文字を持たなかった昭和279 ミカンからポンカンへ(2)嫁の意見
昭和中期の鹿児島の農村を舞台に、昭和5(1930)年生まれのミヨ子さん(母)の来し方を中心に、庶民の暮らしぶりを綴っている。
前項から、昭和40年代初め頃価格が下がったミカンに代え、接ぎ木してポンカン栽培に切り替えた状況について書くことにした。
(1)背景では、ミヨ子が嫁いだ頃に行ったミカン山の開墾(「三十八(開墾1)」「三十九(開墾2)」)やミカン栽培を始めた経緯についても少し触れたが、ポンカン栽培転換の続きを書こうとしてちょっと考えた。というか想像してみた。
嫁であるミヨ子は、家業の経営方針決定の折々でどう関わったのだろう、と。
家業である農業の経営方針をどう決めていったのか、父親の生前聞いておきたかったが叶わなかった――それがnoteを書く動機のひとつにもなっている――。ミヨ子はまだいちおう元気ではあるが、自分が苦労した思い出を率直に語ってくれるかどうかわからなし、先月帰省したときの状態からすると、記憶自体かなり曖昧に、断片的になっているように見受けられる。思い出したことが、前後でつながっていないことも多い。
それで、「おそらく」と想像するしかないのだが、ミヨ子の嫁ぎ先(わたしの実家)の家族関係からすれば、嫁に意見を求めることはなかっただろうと思う。
理由を簡単に言えば、男尊女卑で名高い鹿児島の、しかも農村の、しかも農家だから、ということだ。
ミヨ子は、生前の二夫との関係、家庭での夫の立ち位置について「父ちゃんは絶対だった」としばしば振り返っている。「(舅の)吉太じいさんが生きている頃はじいさんがいちばんだった」とも。つまり家長の権限と決定、発言は絶対で、ほかの家族はそれにしたがうのが当たり前、もちろん嫁には発言権はない、ということだ。
子どもだった二三四もそのルールは十分に知っていたし、少なくともある程度の年齢まではそれが当然だと思っていた。集落や地域のほかの家庭も――とくに農家は――大同小異で、それほど疑問に思わずに育った。 ただ二三四たちは戦後の「男女平等、民主主義」を当然のものとして受け取った世代なので、そのうち家庭内のルールに疑問や抵抗を感じるようになっていくが。

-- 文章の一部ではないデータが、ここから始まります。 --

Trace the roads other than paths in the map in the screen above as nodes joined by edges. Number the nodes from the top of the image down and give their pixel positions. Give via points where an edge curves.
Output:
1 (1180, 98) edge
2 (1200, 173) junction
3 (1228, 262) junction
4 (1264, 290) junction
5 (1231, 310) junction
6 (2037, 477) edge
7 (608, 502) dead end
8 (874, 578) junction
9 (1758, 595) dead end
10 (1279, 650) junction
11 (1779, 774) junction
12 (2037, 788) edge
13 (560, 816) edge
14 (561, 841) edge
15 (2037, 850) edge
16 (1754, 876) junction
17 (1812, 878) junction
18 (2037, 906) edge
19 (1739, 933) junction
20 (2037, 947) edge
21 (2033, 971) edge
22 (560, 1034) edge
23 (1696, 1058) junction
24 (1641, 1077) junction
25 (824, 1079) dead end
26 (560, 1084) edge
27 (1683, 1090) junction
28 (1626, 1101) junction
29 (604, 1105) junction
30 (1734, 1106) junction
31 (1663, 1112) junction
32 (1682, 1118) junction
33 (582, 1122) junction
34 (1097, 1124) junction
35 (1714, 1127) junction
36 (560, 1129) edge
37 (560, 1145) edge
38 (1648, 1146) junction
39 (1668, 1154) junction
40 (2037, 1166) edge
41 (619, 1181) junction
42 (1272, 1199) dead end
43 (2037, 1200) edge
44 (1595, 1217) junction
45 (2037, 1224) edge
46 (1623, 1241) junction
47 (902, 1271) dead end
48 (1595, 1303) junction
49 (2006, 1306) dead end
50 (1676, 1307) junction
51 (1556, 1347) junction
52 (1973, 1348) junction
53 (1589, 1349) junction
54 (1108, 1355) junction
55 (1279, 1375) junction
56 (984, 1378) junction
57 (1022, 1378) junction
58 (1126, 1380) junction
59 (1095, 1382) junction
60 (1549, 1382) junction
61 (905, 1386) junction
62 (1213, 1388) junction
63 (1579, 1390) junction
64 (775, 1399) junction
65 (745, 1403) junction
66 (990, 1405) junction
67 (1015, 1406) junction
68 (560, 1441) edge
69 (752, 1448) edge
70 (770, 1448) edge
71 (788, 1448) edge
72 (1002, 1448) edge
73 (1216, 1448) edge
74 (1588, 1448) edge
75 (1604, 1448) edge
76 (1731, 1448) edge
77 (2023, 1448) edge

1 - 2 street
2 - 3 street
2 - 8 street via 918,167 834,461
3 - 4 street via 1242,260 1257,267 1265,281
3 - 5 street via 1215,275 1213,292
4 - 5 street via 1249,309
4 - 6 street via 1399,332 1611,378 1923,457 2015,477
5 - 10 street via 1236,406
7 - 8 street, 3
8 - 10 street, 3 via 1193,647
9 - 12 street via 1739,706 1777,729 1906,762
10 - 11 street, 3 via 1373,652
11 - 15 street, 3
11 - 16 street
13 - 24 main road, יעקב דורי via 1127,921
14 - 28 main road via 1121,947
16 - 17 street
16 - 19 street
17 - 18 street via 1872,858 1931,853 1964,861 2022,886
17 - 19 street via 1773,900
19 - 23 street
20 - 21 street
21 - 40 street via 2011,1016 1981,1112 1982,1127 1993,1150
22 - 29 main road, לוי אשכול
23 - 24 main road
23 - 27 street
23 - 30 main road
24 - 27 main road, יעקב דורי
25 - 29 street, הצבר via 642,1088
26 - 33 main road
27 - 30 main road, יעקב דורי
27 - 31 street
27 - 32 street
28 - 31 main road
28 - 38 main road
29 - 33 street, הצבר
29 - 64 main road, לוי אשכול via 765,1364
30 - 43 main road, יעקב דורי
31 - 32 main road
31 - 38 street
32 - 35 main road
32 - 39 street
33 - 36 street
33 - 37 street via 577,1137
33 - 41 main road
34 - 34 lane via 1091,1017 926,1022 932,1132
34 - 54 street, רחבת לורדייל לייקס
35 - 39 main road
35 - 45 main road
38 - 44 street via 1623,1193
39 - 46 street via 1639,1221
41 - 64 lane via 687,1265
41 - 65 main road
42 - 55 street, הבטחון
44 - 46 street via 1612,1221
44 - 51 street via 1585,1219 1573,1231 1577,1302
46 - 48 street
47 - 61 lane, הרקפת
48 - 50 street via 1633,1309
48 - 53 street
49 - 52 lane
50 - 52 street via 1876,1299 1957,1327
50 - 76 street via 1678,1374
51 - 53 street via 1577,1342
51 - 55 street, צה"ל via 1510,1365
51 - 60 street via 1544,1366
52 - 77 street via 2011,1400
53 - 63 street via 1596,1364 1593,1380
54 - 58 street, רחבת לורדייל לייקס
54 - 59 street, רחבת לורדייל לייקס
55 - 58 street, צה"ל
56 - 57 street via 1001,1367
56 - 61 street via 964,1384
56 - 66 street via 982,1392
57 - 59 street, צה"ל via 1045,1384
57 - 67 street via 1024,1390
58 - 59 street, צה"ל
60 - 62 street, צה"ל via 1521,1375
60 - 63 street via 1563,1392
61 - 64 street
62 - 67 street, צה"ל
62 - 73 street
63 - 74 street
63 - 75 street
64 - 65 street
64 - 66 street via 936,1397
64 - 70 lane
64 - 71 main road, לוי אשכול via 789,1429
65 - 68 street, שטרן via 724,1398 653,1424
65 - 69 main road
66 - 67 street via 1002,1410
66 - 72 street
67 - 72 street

しかし、ミヨ子たち昭和一桁生まれ、しかもずっと農村(それも鹿児島の)で育ち、暮し、教育程度もそれほど高くない世代、ことに女性は、何につけ家長――祖父や父、場合によっては叔父、長男等――にしたがうのが当然というしつけ、教育を受けただろう。「家庭では親に、嫁いでは夫に、老いては子に従え」とも教わっただろう。とくにミヨ子は、それほど豊かでない家庭の長女として育ったので、なんでも我慢することを求められた。結婚したら嫁ぎ先の舅(と姑)、そして夫にしたがうことに疑問はなかっただろう、と思う。
いまふと思ったのだが、ミヨ子が「それほど豊かでない家庭の長女として育った」点を、二夫は評価したから結婚したのだろうか。二三四が聞いた二人のなれそめはそんなシビアな話ではなく、同じ集落の娘がなかなかの美人になり「どうしても嫁にしたい」とごねたと聞いていて、それを素直に信じていたが。あるいは、当初はミヨ子を娶ることに難色を示した姑のハル(祖母)が、この娘なら辛抱強いかもしれない、と考え直して結婚に同意した可能性はある。
いずれにしても、ミヨ子は典型的な農家の嫁として、自分の意見など求められることなく、家庭生活と仕事をこなす日々を続けたことだろう。ミカンからポンカンへの転換もそれを決めたあとに聞かされただろう。